A well-thought-out design is pivotal for the successful management of cases with multiple impacted teeth. In this patient, the upper right second premolar was positioned at an excessive vertical height, prompting the decision to extract this tooth rather than pursue traction. As for the lower impacted premolars, the lower right first premolar exhibited unfavorable morphology, while the lower left second premolar was obstructed by the first molar, therefore, both premolars were selected for extraction.
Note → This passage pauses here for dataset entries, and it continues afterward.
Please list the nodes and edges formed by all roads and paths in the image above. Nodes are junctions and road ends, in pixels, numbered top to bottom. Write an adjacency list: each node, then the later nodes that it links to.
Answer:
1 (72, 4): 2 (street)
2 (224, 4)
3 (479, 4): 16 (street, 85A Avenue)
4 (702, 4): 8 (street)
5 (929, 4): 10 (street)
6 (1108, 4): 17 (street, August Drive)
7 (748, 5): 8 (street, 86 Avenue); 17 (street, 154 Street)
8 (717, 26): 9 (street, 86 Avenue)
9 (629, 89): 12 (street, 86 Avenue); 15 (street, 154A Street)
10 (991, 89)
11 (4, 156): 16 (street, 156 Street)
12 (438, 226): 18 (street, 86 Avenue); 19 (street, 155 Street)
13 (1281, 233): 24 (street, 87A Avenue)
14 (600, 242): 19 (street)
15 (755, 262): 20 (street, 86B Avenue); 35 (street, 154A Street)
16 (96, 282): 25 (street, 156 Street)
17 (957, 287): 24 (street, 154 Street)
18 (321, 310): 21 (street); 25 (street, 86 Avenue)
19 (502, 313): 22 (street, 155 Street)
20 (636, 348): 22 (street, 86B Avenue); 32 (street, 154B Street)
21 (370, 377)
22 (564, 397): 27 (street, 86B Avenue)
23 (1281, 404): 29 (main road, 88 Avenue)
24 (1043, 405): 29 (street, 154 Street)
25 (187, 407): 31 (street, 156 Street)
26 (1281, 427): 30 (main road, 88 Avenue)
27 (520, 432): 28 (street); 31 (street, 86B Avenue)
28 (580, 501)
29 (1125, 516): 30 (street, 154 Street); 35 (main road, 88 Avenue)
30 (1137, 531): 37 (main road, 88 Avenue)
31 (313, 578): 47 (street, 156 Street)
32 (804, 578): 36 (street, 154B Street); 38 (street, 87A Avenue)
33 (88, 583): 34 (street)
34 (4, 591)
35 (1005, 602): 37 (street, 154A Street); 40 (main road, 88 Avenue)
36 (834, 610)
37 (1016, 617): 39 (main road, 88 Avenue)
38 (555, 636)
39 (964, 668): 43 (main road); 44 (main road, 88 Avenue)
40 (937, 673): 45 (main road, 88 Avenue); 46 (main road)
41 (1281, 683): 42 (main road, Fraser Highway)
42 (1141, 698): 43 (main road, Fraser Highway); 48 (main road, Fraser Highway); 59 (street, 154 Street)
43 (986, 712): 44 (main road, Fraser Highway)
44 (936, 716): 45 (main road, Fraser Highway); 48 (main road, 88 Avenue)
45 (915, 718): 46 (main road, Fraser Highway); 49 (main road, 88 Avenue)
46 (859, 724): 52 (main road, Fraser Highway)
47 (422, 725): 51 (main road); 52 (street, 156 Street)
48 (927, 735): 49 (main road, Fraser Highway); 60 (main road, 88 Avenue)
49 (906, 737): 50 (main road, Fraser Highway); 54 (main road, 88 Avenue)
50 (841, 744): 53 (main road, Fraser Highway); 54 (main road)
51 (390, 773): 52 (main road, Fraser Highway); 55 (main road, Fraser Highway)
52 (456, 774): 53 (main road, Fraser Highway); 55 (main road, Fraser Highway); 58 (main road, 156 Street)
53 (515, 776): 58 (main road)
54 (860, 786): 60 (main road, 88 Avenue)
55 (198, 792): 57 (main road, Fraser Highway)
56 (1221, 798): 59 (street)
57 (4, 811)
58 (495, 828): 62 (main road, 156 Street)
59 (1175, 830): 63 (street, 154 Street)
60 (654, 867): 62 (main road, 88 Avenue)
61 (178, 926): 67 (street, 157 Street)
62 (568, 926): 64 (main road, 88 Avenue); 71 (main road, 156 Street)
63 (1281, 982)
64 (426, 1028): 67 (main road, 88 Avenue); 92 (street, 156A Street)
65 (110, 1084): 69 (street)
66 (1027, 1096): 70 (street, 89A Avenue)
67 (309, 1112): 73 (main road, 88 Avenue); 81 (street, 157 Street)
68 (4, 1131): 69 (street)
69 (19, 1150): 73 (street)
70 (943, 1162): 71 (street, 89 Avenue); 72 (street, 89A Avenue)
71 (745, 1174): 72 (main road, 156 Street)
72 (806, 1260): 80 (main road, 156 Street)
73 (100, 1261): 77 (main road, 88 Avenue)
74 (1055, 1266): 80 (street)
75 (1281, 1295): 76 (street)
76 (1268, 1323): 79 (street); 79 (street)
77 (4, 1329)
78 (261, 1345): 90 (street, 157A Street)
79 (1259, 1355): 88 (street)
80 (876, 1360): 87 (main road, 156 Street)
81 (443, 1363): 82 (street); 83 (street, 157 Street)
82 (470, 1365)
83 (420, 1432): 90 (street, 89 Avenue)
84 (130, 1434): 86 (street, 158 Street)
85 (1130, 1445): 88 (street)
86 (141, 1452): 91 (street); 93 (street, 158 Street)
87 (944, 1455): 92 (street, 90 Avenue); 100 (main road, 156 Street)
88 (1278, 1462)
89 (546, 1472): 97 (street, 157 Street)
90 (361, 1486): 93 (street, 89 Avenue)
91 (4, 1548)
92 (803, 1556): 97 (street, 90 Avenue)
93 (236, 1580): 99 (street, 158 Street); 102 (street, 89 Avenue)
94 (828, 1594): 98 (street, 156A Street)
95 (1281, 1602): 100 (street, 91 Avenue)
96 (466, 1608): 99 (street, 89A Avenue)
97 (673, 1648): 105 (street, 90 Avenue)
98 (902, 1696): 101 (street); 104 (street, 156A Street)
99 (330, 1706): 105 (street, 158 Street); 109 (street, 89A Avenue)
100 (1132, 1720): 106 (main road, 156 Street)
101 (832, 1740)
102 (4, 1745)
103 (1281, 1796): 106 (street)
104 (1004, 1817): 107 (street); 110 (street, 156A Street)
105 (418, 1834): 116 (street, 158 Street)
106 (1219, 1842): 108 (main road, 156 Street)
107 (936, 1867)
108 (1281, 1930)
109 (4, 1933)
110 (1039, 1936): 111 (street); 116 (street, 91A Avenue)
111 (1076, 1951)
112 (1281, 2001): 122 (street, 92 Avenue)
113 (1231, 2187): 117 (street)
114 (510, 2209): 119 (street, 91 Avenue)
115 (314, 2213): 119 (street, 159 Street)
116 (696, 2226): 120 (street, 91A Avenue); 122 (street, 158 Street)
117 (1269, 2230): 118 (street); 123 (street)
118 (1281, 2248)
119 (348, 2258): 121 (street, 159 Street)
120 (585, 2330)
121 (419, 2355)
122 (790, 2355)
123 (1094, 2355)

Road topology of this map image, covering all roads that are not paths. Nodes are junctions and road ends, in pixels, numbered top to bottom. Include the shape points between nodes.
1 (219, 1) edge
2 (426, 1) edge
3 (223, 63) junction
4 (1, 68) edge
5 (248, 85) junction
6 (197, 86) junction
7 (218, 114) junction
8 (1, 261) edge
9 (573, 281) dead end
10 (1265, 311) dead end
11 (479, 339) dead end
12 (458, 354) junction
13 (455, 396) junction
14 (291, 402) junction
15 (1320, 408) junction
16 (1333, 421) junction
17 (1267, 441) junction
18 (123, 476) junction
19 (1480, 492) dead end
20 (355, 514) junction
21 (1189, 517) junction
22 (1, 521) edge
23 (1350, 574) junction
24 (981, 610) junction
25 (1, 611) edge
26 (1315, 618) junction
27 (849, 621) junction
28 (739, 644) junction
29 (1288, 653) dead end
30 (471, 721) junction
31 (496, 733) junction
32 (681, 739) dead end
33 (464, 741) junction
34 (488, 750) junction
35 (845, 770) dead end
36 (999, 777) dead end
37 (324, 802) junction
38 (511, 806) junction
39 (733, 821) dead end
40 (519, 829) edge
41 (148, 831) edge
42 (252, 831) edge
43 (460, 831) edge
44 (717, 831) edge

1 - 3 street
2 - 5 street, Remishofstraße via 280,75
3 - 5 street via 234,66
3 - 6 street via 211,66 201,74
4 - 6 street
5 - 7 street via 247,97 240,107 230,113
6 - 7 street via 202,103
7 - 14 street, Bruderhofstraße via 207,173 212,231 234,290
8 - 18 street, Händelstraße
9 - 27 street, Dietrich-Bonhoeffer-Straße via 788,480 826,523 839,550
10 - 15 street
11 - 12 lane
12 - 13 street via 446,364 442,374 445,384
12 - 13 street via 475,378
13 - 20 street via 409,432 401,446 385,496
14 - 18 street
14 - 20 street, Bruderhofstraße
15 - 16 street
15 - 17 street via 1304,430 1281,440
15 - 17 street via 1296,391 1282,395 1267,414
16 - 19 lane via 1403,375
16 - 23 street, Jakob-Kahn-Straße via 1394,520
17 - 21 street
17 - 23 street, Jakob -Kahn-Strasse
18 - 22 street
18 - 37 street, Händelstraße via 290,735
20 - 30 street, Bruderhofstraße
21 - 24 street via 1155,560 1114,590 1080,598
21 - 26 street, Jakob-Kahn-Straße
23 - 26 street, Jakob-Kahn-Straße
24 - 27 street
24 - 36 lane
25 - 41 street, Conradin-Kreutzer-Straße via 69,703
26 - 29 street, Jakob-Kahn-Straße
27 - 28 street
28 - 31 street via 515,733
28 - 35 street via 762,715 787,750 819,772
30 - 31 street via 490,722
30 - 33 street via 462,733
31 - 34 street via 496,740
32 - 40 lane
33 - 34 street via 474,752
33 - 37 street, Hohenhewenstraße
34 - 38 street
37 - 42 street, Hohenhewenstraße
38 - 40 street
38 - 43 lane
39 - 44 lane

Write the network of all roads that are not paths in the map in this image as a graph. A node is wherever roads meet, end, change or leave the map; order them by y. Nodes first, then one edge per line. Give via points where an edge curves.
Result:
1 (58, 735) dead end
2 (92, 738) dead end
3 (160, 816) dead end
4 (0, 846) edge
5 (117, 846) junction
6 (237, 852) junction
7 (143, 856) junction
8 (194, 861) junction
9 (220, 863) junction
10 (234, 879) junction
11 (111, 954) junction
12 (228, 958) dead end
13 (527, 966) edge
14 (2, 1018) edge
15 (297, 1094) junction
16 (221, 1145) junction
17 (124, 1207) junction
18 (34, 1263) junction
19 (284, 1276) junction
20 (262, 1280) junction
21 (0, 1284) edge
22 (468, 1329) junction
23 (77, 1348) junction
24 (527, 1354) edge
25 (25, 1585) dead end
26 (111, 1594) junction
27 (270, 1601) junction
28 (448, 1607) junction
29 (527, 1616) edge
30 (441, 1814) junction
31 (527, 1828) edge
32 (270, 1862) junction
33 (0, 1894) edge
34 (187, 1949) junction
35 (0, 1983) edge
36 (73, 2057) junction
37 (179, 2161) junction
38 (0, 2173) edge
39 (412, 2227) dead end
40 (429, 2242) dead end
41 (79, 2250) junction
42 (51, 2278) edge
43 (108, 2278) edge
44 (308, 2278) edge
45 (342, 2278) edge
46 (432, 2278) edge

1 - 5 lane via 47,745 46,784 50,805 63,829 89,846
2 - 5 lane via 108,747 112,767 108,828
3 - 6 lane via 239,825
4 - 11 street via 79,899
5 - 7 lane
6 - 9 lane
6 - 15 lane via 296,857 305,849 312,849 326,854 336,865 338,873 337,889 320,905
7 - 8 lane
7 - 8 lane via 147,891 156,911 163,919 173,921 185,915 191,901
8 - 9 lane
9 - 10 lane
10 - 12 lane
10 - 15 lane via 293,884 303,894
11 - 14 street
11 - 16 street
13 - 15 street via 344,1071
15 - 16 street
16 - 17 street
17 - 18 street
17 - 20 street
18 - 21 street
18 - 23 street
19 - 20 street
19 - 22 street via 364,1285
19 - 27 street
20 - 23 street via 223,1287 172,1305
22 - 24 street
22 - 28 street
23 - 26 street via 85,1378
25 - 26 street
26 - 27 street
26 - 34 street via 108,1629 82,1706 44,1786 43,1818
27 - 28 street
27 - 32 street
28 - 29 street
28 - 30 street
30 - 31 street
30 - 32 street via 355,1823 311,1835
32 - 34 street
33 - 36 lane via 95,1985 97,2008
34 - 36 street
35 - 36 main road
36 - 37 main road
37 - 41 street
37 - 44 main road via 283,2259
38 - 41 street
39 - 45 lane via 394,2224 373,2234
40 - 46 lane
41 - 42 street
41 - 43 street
Previous studies have strongly recommended the utilization of the closed-eruption technique for impacted teeth situated at high positions within the alveolar bone [20]. Compared to the open-eruption technique, while the closed-eruption technique does require a longer traction duration, it yields superior aesthetic outcomes in terms of crown length and gingival height [20]. However, potential concerns related to attachment loss during the traction process and the need for a second surgery have been associated with the implementation of the closed-eruption approach. To circumvent these potential issues, a lingual button and bracket were simultaneously bonded to each impacted premolar (Fig. 2C and D). In addition, a by-pass arch technique was employed during the alignment of the impacted premolars (Fig. 2F). This approach enabled the impacted teeth to move without any interference from the main archwire, thereby accelerating the alignment process.

The patient presented with distinctive facial features and numerous supernumerary/impacted teeth, prompting suspicions of some potential syndromes, particularly CCD [21,22,23]. In light of this suspicion, chest radiography and genetic testing were conducted. The chest radiograph did not reveal any signs of clavicular dysplasia (Supplemental Fig. 1), and the genetic analysis did not identify any rare variants in the RUNX2 gene (the causal gene of CCD [24], data not shown). These findings significantly diminished the likelihood of CCD in this patient. Previous studies have suggested that the occurrence of supernumerary teeth is linked to the dichotomy of tooth buds, heightened activity of the dental lamina and genetic factors [10, 25]. Talaat et al. have demonstrated an association between supernumerary teeth and dysregulation of critical signaling pathways such as WNT and SHH [26, 27]. In addition, a missense variant in PDGFRB [12] and a heterozygous variant in FER1L6 [28] have also been reported to be associated with non-syndromic supernumerary teeth. However, the precise etiology of non-syndromic supernumerary teeth remains elusive. Therefore, we performed WES on this family. Bioinformatics analysis uncovered a possible link between the patient’s multiple supernumerary teeth and abnormal mineralization, with a notable candidate rare variant identified in TCF7L2 (p.Ser496Pro) (Fig. 4). TCF7L2, also known as TCF4, plays a pivotal role as a transcriptional effector in the WNT/β-catenin signaling pathway, which has suggested involvement in tooth development [29,30,31]. The identified rare variant, p.Ser496Pro, could potentially be a gain-of-function variant that augments the ability of tooth formation, thereby contributing to numerous supernumerary teeth in the patient. Further studies are required to ascertain the pathogenicity of this TCF7L2 variant, shedding light on the molecular basis of non-syndromic supernumerary teeth.

Conclusions

We made two main findings in this report. First, we reported the treatment of a rare case involving multiple supernumerary and impacted teeth. Second, the genetic investigation indicated that the patient’s multiple supernumerary teeth might be linked to abnormal mineralization, and the TCF7L2 p.Ser496Pro variant was identified as a potential candidate variant in this patient. Therefore, our work offers valuable insights into the molecular basis of supernumerary teeth.